GPU Metrics¶
This page lists some commonly used GPU metrics.
Cluster Level¶
| Metric Name | Description | 
|---|---|
| Number of GPUs | Total number of GPUs in the cluster | 
| Average GPU Utilization | Average compute utilization of all GPUs in the cluster | 
| Average GPU Memory Utilization | Average memory utilization of all GPUs in the cluster | 
| GPU Power | Power consumption of all GPUs in the cluster | 
| GPU Temperature | Temperature of all GPUs in the cluster | 
| GPU Utilization Details | 24-hour usage details of all GPUs in the cluster (includes max, avg, current) | 
| GPU Memory Usage Details | 24-hour memory usage details of all GPUs in the cluster (includes min, max, avg, current) | 
| GPU Memory Bandwidth Utilization | For example, an Nvidia V100 GPU has a maximum memory bandwidth of 900 GB/sec.
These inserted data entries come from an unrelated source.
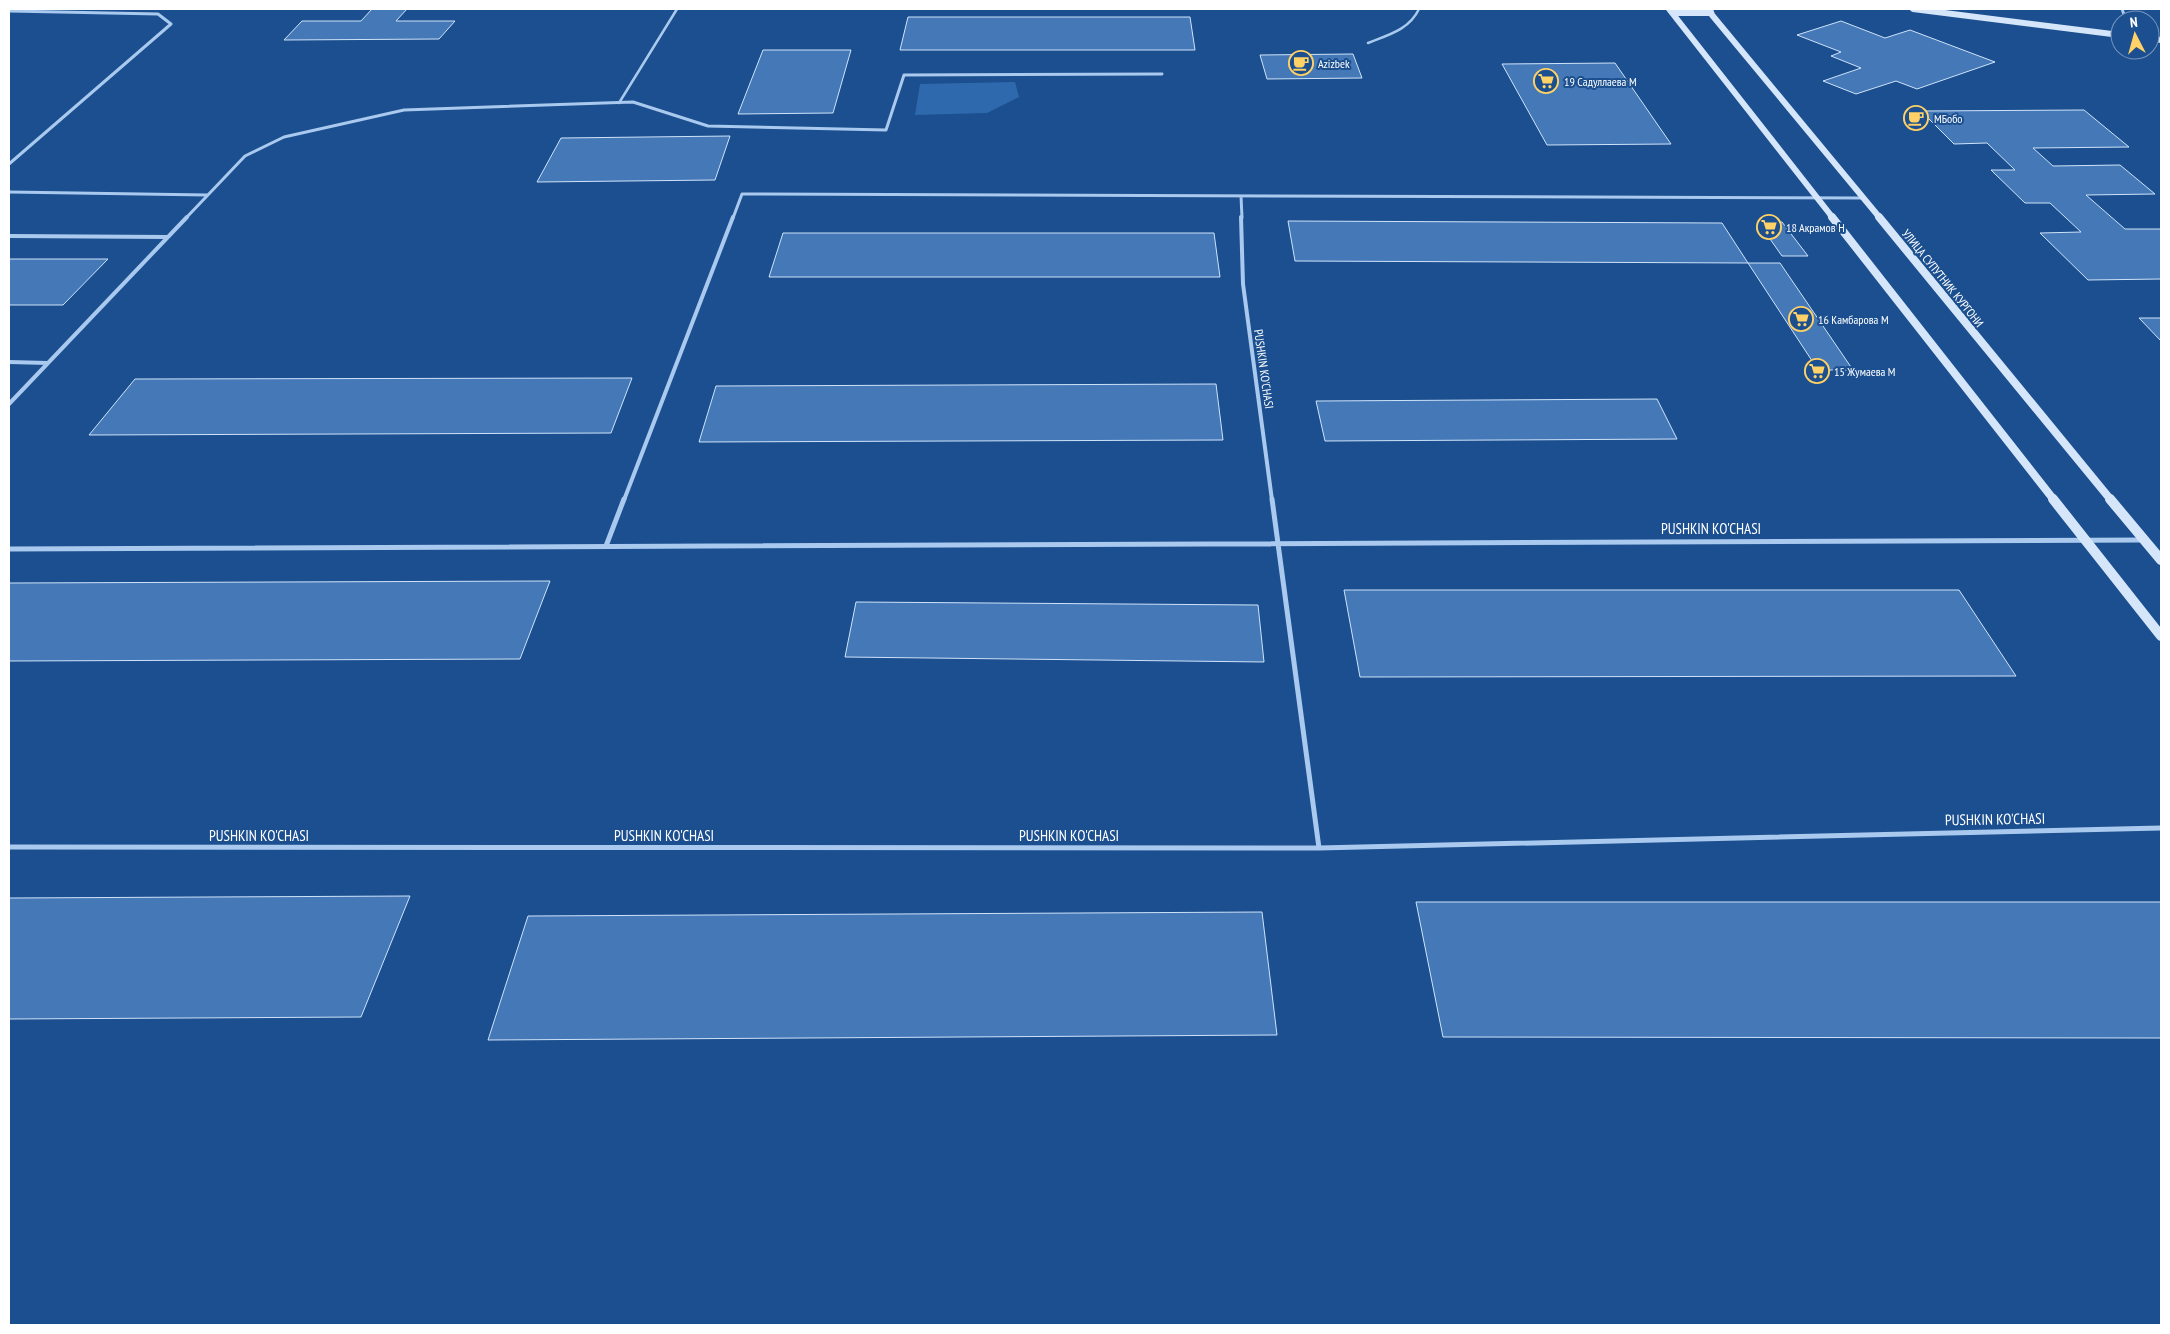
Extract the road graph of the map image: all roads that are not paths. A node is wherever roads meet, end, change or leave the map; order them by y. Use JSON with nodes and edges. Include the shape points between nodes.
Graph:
{"nodes":[{"id":1,"x":677,"y":9,"type":"edge"},
{"id":2,"x":1419,"y":9,"type":"edge"},
{"id":3,"x":1913,"y":9,"type":"edge"},
{"id":4,"x":9,"y":11,"type":"edge"},
{"id":5,"x":1671,"y":11,"type":"edge"},
{"id":6,"x":1711,"y":11,"type":"edge"},
{"id":7,"x":2110,"y":34,"type":"edge"},
{"id":8,"x":1368,"y":43,"type":"dead end"},
{"id":9,"x":1162,"y":74,"type":"dead end"},
{"id":10,"x":619,"y":103,"type":"junction"},
{"id":11,"x":9,"y":164,"type":"edge"},
{"id":12,"x":9,"y":192,"type":"edge"},
{"id":13,"x":207,"y":195,"type":"junction"},
{"id":14,"x":1241,"y":196,"type":"junction"},
{"id":15,"x":1862,"y":198,"type":"junction"},
{"id":16,"x":1819,"y":199,"type":"junction"},
{"id":17,"x":9,"y":236,"type":"edge"},
{"id":18,"x":168,"y":237,"type":"junction"},
{"id":19,"x":9,"y":362,"type":"edge"},
{"id":20,"x":48,"y":363,"type":"junction"},
{"id":21,"x":9,"y":404,"type":"edge"},
{"id":22,"x":2086,"y":539,"type":"junction"},
{"id":23,"x":2144,"y":540,"type":"junction"},
{"id":24,"x":1278,"y":543,"type":"junction"},
{"id":25,"x":606,"y":546,"type":"junction"},
{"id":26,"x":9,"y":549,"type":"edge"},
{"id":27,"x":2161,"y":560,"type":"edge"},
{"id":28,"x":2161,"y":636,"type":"edge"},
{"id":29,"x":2161,"y":828,"type":"edge"},
{"id":30,"x":9,"y":847,"type":"edge"},
{"id":31,"x":1319,"y":848,"type":"junction"}],
"edges":[{"from":1,"to":10,"type":"lane"},
{"from":2,"to":8,"type":"lane","via":[[1401,29]]},
{"from":3,"to":7,"type":"main road"},
{"from":4,"to":11,"type":"street","via":[[158,14],[171,24]]},
{"from":5,"to":6,"type":"main road"},
{"from":5,"to":16,"type":"main road"},
{"from":6,"to":15,"type":"main road","name":"УЛИЦА СУПУТНИК КУРГОНИ"},
{"from":9,"to":10,"type":"street","via":[[904,75],[886,130],[708,126],[633,102]]},
{"from":10,"to":13,"type":"street","via":[[404,110],[386,114],[284,137],[244,156]]},
{"from":12,"to":13,"type":"street"},
{"from":13,"to":18,"type":"street"},
{"from":14,"to":16,"type":"street"},
{"from":14,"to":24,"type":"street","name":"PUSHKIN KO'CHASI","via":[[1243,284]]},
{"from":14,"to":25,"type":"street","via":[[742,194]]},
{"from":15,"to":16,"type":"street"},
{"from":15,"to":23,"type":"main road","name":"УЛИЦА СУПУТНИК КУРГОНИ"},
{"from":16,"to":22,"type":"main road"},
{"from":17,"to":18,"type":"street"},
{"from":18,"to":20,"type":"street"},
{"from":19,"to":20,"type":"street"},
{"from":20,"to":21,"type":"street"},
{"from":22,"to":23,"type":"street","name":"PUSHKIN KO'CHASI"},
{"from":22,"to":24,"type":"street","name":"PUSHKIN KO'CHASI"},
{"from":22,"to":28,"type":"main road"},
{"from":23,"to":27,"type":"main road","name":"УЛИЦА СУПУТНИК КУРГОНИ"},
{"from":24,"to":25,"type":"street","name":"PUSHKIN KO'CHASI"},
{"from":24,"to":31,"type":"street","name":"PUSHKIN KO'CHASI"},
{"from":25,"to":26,"type":"street","name":"PUSHKIN KO'CHASI"},
{"from":29,"to":31,"type":"street","name":"PUSHKIN KO'CHASI"},
{"from":30,"to":31,"type":"street","name":"PUSHKIN KO'CHASI"}]}
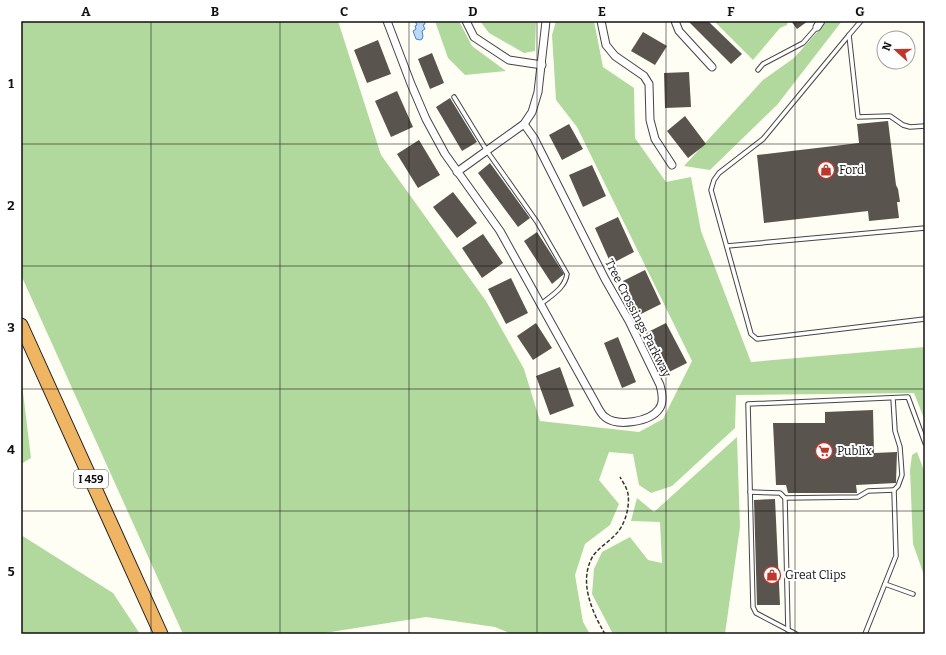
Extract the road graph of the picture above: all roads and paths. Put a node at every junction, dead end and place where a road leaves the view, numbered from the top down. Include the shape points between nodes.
1 (387, 21) edge
2 (466, 21) edge
3 (546, 21) edge
4 (601, 21) edge
5 (675, 21) edge
6 (861, 21) edge
7 (819, 24) edge
8 (849, 35) junction
9 (542, 65) junction
10 (712, 67) dead end
11 (758, 70) dead end
12 (454, 97) dead end
13 (524, 124) junction
14 (925, 126) edge
15 (487, 151) junction
16 (672, 165) dead end
17 (457, 172) junction
18 (925, 228) edge
19 (727, 246) junction
20 (541, 304) junction
21 (925, 319) edge
22 (21, 325) edge
23 (893, 398) junction
24 (925, 443) edge
25 (620, 477) dead end
26 (894, 490) junction
27 (750, 492) junction
28 (785, 498) junction
29 (885, 584) junction
30 (913, 594) dead end
31 (788, 630) junction
32 (160, 634) edge
33 (605, 634) edge
34 (796, 634) edge
35 (865, 634) edge

1 - 17 street, Tree Crossings Parkway via 426,119
2 - 9 street via 474,37 509,60
3 - 9 street
4 - 16 street via 606,45 615,56 644,76 649,84 650,120 655,139
5 - 10 street via 679,32
6 - 8 lane
7 - 11 lane via 803,43 763,64
8 - 14 lane via 858,117 890,116 910,127
8 - 19 lane via 763,139 718,173 711,190
9 - 13 street via 536,99 532,112
12 - 15 lane
13 - 15 street
13 - 20 street, Tree Crossings Parkway via 534,138 660,385 663,396 660,408 652,416 636,422 616,421 605,417
15 - 17 street
15 - 20 lane via 537,222 567,274 560,289
17 - 20 street, Tree Crossings Parkway via 500,231
18 - 19 lane
19 - 21 lane via 752,334 757,339
22 - 32 highway, I 459
23 - 24 lane via 908,397
23 - 26 lane via 902,475
23 - 27 lane via 748,404
25 - 33 path via 628,494 624,521 616,534 593,556 587,572 586,587 591,605 596,620
26 - 28 lane via 868,491 858,497
26 - 29 lane via 896,556
27 - 28 lane via 780,493
27 - 31 lane via 754,611
28 - 31 lane
29 - 30 lane
29 - 35 lane
31 - 34 lane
If the current memory bandwidth is 450 GB/sec, the utilization is 50% | 
Node Level¶
| Metric Name | Description | 
|---|---|
| GPU Mode | Usage mode of GPUs on the node, including full-card mode, MIG mode, vGPU mode | 
| Number of Physical GPUs | Total number of physical GPUs on the node | 
| Number of Virtual GPUs | Number of vGPU devices created on the node | 
| Number of MIG Instances | Number of MIG instances created on the node | 
| GPU Memory Allocation Rate | Memory allocation rate of all GPUs on the node | 
| Average GPU Utilization | Average compute utilization of all GPUs on the node | 
| Average GPU Memory Utilization | Average memory utilization of all GPUs on the node | 
| GPU Driver Version | Driver version information of GPUs on the node | 
| GPU Utilization Details | 24-hour usage details of each GPU on the node (includes max, avg, current) | 
| GPU Memory Usage Details | 24-hour memory usage details of each GPU on the node (includes min, max, avg, current) | 
Pod Level¶
| Category | Metric Name | Description | 
|---|---|---|
| Application Overview GPU - Compute & Memory | Pod GPU Utilization | Compute utilization of the GPUs used by the current Pod | 
| Pod GPU Memory Utilization | Memory utilization of the GPUs used by the current Pod | |
| Pod GPU Memory Usage | Memory usage of the GPUs used by the current Pod | |
| Memory Allocation | Memory allocation of the GPUs used by the current Pod | |
| Pod GPU Memory Copy Ratio | Memory copy ratio of the GPUs used by the current Pod | |
| GPU - Engine Overview | GPU Graphics Engine Activity Percentage | Percentage of time the Graphics or Compute engine is active during a monitoring cycle | 
| GPU Memory Bandwidth Utilization | Memory bandwidth utilization (Memory BW Utilization) indicates the fraction of cycles during which data is sent to or received from the device memory. This value represents the average over the interval, not an instantaneous value. A higher value indicates higher utilization of device memory. A value of 1 (100%) indicates that a DRAM instruction is executed every cycle during the interval (in practice, a peak of about 0.8 (80%) is the maximum achievable). A value of 0.2 (20%) indicates that 20% of the cycles during the interval are spent reading from or writing to device memory. | |
| Tensor Core Utilization | Percentage of time the Tensor Core pipeline is active during a monitoring cycle | |
| FP16 Engine Utilization | Percentage of time the FP16 pipeline is active during a monitoring cycle | |
| FP32 Engine Utilization | Percentage of time the FP32 pipeline is active during a monitoring cycle | |
| FP64 Engine Utilization | Percentage of time the FP64 pipeline is active during a monitoring cycle | |
| GPU Decode Utilization | Decode engine utilization of the GPU | |
| GPU Encode Utilization | Encode engine utilization of the GPU | |
| GPU - Temperature & Power | GPU Temperature | Temperature of all GPUs in the cluster | 
| GPU Power | Power consumption of all GPUs in the cluster | |
| GPU Total Power Consumption | Total power consumption of the GPUs | |
| GPU - Clock | GPU Memory Clock | Memory clock frequency | 
| GPU Application SM Clock | Application SM clock frequency | |
| GPU Application Memory Clock | Application memory clock frequency | |
| GPU Video Engine Clock | Video engine clock frequency | |
| GPU Throttle Reasons | Reasons for GPU throttling | |
| GPU - Other Details | PCIe Transfer Rate | Data transfer rate of the GPU through the PCIe bus | 
| PCIe Receive Rate | Data receive rate of the GPU through the PCIe bus |